D
dukey
Guest
I am feeling such a sense of no self worth right now. My final email from from friend went as such "I was so niave to believe that we were just friends, I should have realized that you were obsessed with me. I am disappointed. Do not contact me anymore" I then researched obsessed on the net and it was true. Everything I read fit perfectly I feel like such honeysuckle. Why didn't I just keep quiet about the phone records and continue to at least have a friend? I feel like such a physco freak right now!! The whole summer we spent together enjoying each others company, going to the beach, going out for drinks, watching movies.. ect.. I enjoyed it so much but was it that I just wanted to be with her intimately? I sure was jeleous of all the attention and all the social things she was a part of. Now that it is completely over with no contact at all I feel worse.

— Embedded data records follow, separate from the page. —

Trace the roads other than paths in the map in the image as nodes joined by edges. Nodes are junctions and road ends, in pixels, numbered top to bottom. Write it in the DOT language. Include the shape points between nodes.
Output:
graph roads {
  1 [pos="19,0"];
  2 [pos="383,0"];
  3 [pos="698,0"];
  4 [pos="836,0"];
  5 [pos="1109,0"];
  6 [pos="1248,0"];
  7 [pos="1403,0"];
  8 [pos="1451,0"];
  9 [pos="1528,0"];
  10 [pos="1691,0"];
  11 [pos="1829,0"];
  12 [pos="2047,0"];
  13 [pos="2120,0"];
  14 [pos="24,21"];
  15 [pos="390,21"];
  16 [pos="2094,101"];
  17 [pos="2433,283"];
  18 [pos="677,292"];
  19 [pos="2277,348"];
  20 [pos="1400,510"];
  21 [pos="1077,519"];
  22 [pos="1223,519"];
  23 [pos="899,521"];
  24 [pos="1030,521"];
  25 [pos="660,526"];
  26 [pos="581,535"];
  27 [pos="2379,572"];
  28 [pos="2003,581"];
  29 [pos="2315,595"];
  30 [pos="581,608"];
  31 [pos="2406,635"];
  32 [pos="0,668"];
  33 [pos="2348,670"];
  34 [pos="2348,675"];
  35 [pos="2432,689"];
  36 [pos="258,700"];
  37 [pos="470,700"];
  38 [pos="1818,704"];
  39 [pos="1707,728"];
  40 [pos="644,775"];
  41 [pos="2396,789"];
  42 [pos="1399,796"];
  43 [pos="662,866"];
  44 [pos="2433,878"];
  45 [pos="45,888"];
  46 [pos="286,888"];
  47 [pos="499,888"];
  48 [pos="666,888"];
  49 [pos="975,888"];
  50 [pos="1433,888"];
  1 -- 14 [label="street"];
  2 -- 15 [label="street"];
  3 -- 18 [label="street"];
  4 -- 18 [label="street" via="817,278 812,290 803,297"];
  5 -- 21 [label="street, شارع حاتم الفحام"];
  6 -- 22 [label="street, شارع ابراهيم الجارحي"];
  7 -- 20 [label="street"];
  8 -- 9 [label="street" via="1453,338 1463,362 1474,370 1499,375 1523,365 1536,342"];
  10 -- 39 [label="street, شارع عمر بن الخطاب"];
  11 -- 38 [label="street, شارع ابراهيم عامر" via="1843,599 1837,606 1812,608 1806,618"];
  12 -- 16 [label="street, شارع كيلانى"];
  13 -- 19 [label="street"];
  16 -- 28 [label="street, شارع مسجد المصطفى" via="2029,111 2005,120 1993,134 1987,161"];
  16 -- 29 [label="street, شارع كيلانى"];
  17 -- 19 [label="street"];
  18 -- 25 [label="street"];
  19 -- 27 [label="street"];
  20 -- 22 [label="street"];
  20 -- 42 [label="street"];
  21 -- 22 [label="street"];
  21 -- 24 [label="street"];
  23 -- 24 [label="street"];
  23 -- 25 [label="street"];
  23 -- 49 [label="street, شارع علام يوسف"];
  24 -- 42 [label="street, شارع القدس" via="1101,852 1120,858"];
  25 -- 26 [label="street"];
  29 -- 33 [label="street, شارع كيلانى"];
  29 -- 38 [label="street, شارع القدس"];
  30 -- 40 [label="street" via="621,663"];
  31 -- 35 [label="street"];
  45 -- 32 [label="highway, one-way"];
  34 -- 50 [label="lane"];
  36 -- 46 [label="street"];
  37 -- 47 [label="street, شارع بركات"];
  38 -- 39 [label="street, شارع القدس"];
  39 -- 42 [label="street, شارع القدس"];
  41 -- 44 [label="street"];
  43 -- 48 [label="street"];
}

Why could I not go on trying to be that supportive friend. She held me in high regard for that and I let her down being obsessive. Such a character flaw on my part. The thing is I don't have much in my life and I am dwelling on this loss. I feelm myself sliding deeper into depression ( which has destroyed me in the past) Everyday chores seem so mundane and fruitless. being alone with no one to care about me weighs on me. I know she was partly to blame. She had told me that she likes to get guys to like her and then push them away. (a big game) she never pushed me away maybe because I was always spending money on her or maybe it was that she truly did enjoy our friendship?? I'll never know because I don't think she'll speak with me again and I haven't tried to contact her. What do you guys think about all this? your input has been very enlightening before and I GREATLY APPRECIATE IT!!